Por isso o homem santo
Conhece-se a si mesmo sem se exibir
Ama-se a si mesmo sem se
dignificar…
Lao Tse, Tao Te
King, LXXII
Abandonara
o deserto havia três meses e caminhara por vias secundárias, parando apenas
quando a noite se anunciava no horizonte, evitando outro transporte que não os próprios
pés. Por vezes, se a natureza não lhe fornecia alimento, entrava numa aldeia ou
numa vilória e comprava fruta e pão. Olhavam-no surpreendidos, mas ninguém lhe
perguntava quem era, de onde vinha, para que sítio se dirigia. Era parco em
palavras, mas olhava com bonomia as pessoas com que se cruzava e recebia em
troca um sorriso e, surpreendentemente, olhares de aprovação.
Quando
chegou à cidade, estremeceu. Desabituara-se daquele mundo e sentiu, nas
primeiras horas, dificuldade em ajustar-se ao burburinho. O silêncio tinha sido
a sua vida durante anos. Depressa, contudo, se habituou, como se o silêncio que
aprendera tivesse tomado conta de si, se tornasse parte dele, uma sombra que o
acompanhava para onde fosse. Conversou com homens e mulheres e logo percebeu
que, passados alguns momentos, se abriam com ele, oferecendo-lhe o segredo das
suas vidas, a dor que os aprisionava, a sombria tristeza em que definhavam,
alguma breve alegria que a vida lhes dera. A eloquência que admiravam nele vinha
do olhar e nunca as suas palavras eram excessivas. Uma metáfora, uma breve
alegoria, nunca uma ironia, abriam nos outros uma alma agradecida.
Durante
anos meditara olhando as areias do deserto.
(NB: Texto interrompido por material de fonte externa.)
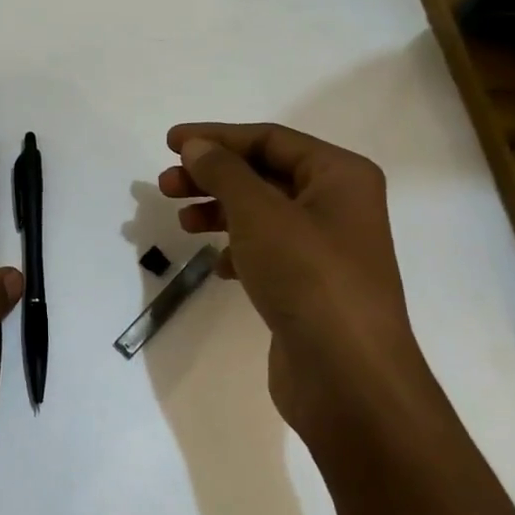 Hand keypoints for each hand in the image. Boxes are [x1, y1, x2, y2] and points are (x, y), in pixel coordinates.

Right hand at [159, 122, 426, 435]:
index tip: (170, 144)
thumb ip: (223, 171)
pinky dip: (238, 249)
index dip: (216, 137)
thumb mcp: (259, 212)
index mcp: (339, 175)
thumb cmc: (307, 277)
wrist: (348, 376)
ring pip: (262, 214)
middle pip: (264, 174)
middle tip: (166, 184)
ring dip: (219, 211)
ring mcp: (327, 248)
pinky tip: (218, 265)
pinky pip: (268, 251)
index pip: (269, 139)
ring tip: (182, 221)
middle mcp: (339, 205)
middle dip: (212, 176)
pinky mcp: (313, 286)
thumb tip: (197, 146) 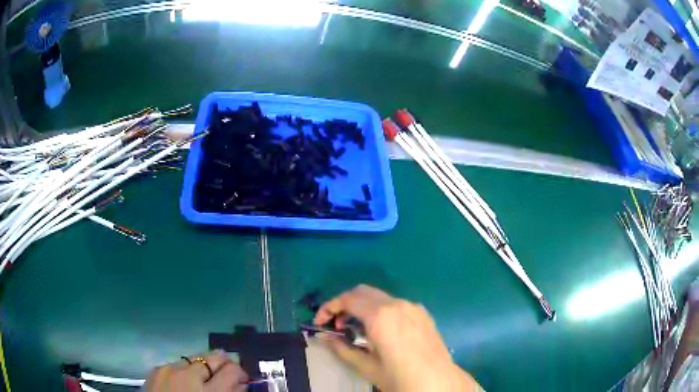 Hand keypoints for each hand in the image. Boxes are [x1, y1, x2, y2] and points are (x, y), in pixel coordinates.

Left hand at [145, 350, 247, 391]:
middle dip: (224, 363)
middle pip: (214, 356)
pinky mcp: (157, 368)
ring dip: (204, 365)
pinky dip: (185, 369)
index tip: (241, 380)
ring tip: (204, 376)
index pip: (232, 370)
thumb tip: (240, 384)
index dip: (240, 373)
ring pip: (196, 357)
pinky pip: (178, 363)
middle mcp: (189, 376)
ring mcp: (170, 369)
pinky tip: (184, 379)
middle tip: (227, 373)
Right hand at [315, 285, 480, 391]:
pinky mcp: (423, 313)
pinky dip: (380, 310)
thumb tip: (323, 337)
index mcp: (380, 316)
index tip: (320, 322)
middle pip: (362, 291)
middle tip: (336, 324)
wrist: (438, 382)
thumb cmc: (399, 377)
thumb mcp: (366, 366)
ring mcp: (413, 307)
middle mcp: (397, 304)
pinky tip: (380, 330)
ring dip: (362, 306)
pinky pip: (395, 304)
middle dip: (345, 304)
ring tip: (356, 329)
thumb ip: (342, 348)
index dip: (329, 307)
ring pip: (379, 296)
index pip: (347, 299)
Abandonara a cidade cansado de si,
exaurido por uma vida que crescia em insignificância, deixando tudo e todos para
se entregar ao vazio que a monotonia do deserto lhe dava. Nos primeiros anos, um
mundo de interrogações e incertezas assaltavam-no e cobriam de dúvidas o
espírito ainda inquieto. Um dia, ao olhar um grão de areia, viu-se a si mesmo e
descobriu a verdade que o habitava. Ele era aquele grão ínfimo de areia, que o
sol iluminava e o vento arrastava a seu belo prazer. Pela primeira vez amou em si
este ser marcado pela irrelevância e destituído de qualquer poder. Era um grão
de areia perdido no universo e isso bastava-lhe. Ao chegar à cidade, foi esse
grão de areia que ofereceu aos outros e a quem estes, sem saber a razão, ofereciam,
reconciliados, o doloroso segredo das suas vidas.
Muito bom! Um brinde aos grão de areia iluminados pelo Sol! Bom Ano!
ResponderEliminarMuito obrigado, Maria. Um bom Ano.
EliminarUm grão de areia nada representa no deserto, mas pode ter um grande significado na cidade.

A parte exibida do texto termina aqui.